Schließlich war meine Lösung: Ich habe einen Adapter für die externe Stromversorgung (via normale Steckdose) meiner internen SATA HDD gekauft. Man findet ihn, wenn man zB nach "LogiLink AU0006D IDE/SATA Adapter" sucht. Zusätzlich habe ich eine via USB programmierbare Steckdosenleiste gekauft. Also eine Steckdosenleiste, die man mittels USB am PC anschließt und dort dann softwareseitig (oder sogar via Kommandozeile) den Ein/Aus Zustand jedes einzelnen Steckdosenplatzes einfach ändern kann. Den HDD-Adapter hab ich in einen dieser programmierbaren Steckdosenplätze gesteckt und ihn mit meiner HDD verbunden. Das SATA Datenkabel blieb natürlich eingesteckt. Hot-Plug muss im Bios aktiviert sein. Nun kann ich einfach via Software oder Kommandozeile die interne HDD ein und ausschalten. Hab mir zudem noch ein Script gebastelt, das die HDD vor dem Ausschalten noch unmounted, um sie zu schonen. Funktioniert großartig, zuverlässig und schnell. Der Zustand geht auch nicht nach dem Standby verloren.
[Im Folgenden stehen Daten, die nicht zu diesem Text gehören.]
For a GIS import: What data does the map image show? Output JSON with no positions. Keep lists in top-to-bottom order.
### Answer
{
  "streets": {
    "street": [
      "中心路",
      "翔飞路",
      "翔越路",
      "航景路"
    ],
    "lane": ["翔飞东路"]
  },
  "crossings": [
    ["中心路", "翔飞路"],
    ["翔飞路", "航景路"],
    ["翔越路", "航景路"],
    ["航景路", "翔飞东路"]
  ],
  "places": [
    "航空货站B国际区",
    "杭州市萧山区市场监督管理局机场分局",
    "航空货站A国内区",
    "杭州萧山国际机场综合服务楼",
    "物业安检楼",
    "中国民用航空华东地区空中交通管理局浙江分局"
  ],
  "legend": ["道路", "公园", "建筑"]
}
Zudem ist mir aufgefallen, dass das System nun schneller aus dem Standby aufwacht, wenn die interne HDD aus ist. Windows startet offenbar schneller, als die HDD aufwacht und wartet dann immer ein paar Sekunden auf sie.

Schade, dass man das nicht einfach betriebssystemseitig lösen kann. Aber mit meiner Lösung kann ich nun gut leben. 

Lg


----------



## noxious (5. Februar 2017)

Apolloso schrieb:


> Schließlich war meine Lösung: Ich habe einen Adapter für die externe Stromversorgung (via normale Steckdose) meiner internen SATA HDD gekauft. Man findet ihn, wenn man zB nach "LogiLink AU0006D IDE/SATA Adapter" sucht. Zusätzlich habe ich eine via USB programmierbare Steckdosenleiste gekauft. Also eine Steckdosenleiste, die man mittels USB am PC anschließt und dort dann softwareseitig (oder sogar via Kommandozeile) den Ein/Aus Zustand jedes einzelnen Steckdosenplatzes einfach ändern kann. Den HDD-Adapter hab ich in einen dieser programmierbaren Steckdosenplätze gesteckt und ihn mit meiner HDD verbunden. Das SATA Datenkabel blieb natürlich eingesteckt. Hot-Plug muss im Bios aktiviert sein. Nun kann ich einfach via Software oder Kommandozeile die interne HDD ein und ausschalten. Hab mir zudem noch ein Script gebastelt, das die HDD vor dem Ausschalten noch unmounted, um sie zu schonen. Funktioniert großartig, zuverlässig und schnell. Der Zustand geht auch nicht nach dem Standby verloren. Zudem ist mir aufgefallen, dass das System nun schneller aus dem Standby aufwacht, wenn die interne HDD aus ist. Windows startet offenbar schneller, als die HDD aufwacht und wartet dann immer ein paar Sekunden auf sie.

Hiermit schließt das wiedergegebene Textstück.